- [Problem to work on]
Print word for word the records from the line containing "Turn all roads" through the end.

- [Entries shown]
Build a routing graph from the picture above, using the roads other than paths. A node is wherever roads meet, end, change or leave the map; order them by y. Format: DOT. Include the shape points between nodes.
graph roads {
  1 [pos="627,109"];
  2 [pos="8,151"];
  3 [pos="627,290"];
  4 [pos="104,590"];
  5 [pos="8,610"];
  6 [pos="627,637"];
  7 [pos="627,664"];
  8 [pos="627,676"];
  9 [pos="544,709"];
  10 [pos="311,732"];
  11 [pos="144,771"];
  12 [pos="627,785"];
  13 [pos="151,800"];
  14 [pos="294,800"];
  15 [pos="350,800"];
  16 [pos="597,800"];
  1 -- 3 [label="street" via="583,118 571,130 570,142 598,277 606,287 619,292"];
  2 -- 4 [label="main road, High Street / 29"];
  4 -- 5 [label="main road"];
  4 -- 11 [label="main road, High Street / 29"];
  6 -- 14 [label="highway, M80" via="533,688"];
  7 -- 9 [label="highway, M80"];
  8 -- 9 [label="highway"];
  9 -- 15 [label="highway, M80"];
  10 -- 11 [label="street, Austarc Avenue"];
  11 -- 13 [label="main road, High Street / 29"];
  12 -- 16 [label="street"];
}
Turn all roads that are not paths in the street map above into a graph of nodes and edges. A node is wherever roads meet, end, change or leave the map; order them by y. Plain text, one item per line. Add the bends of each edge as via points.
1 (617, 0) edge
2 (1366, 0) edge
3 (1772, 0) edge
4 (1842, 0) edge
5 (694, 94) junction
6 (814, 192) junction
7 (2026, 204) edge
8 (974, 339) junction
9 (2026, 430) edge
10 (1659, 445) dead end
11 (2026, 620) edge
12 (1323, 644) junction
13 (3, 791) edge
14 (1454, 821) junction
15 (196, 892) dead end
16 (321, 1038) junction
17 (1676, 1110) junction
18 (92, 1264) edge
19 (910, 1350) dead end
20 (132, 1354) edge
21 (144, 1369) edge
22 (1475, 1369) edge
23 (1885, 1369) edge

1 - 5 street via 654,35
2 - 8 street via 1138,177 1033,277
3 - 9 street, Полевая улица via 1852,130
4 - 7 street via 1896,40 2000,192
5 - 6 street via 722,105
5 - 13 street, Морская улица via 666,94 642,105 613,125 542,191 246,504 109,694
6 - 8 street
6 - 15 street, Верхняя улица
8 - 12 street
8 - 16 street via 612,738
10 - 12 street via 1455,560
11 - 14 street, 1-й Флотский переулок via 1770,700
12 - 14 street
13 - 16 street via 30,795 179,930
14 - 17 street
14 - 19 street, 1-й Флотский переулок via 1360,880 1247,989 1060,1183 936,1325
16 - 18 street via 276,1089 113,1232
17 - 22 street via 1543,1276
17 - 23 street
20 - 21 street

- [Task solution]
Turn all roads that are not paths in the street map above into a graph of nodes and edges. A node is wherever roads meet, end, change or leave the map; order them by y. Plain text, one item per line. Add the bends of each edge as via points.
1 (617, 0) edge
2 (1366, 0) edge
3 (1772, 0) edge
4 (1842, 0) edge
5 (694, 94) junction
6 (814, 192) junction
7 (2026, 204) edge
8 (974, 339) junction
9 (2026, 430) edge
10 (1659, 445) dead end
11 (2026, 620) edge
12 (1323, 644) junction
13 (3, 791) edge
14 (1454, 821) junction
15 (196, 892) dead end
16 (321, 1038) junction
17 (1676, 1110) junction
18 (92, 1264) edge
19 (910, 1350) dead end
20 (132, 1354) edge
21 (144, 1369) edge
22 (1475, 1369) edge
23 (1885, 1369) edge

1 - 5 street via 654,35
2 - 8 street via 1138,177 1033,277
3 - 9 street, Полевая улица via 1852,130
4 - 7 street via 1896,40 2000,192
5 - 6 street via 722,105
5 - 13 street, Морская улица via 666,94 642,105 613,125 542,191 246,504 109,694
6 - 8 street
6 - 15 street, Верхняя улица
8 - 12 street
8 - 16 street via 612,738
10 - 12 street via 1455,560
11 - 14 street, 1-й Флотский переулок via 1770,700
12 - 14 street
13 - 16 street via 30,795 179,930
14 - 17 street
14 - 19 street, 1-й Флотский переулок via 1360,880 1247,989 1060,1183 936,1325
16 - 18 street via 276,1089 113,1232
17 - 22 street via 1543,1276
17 - 23 street
20 - 21 street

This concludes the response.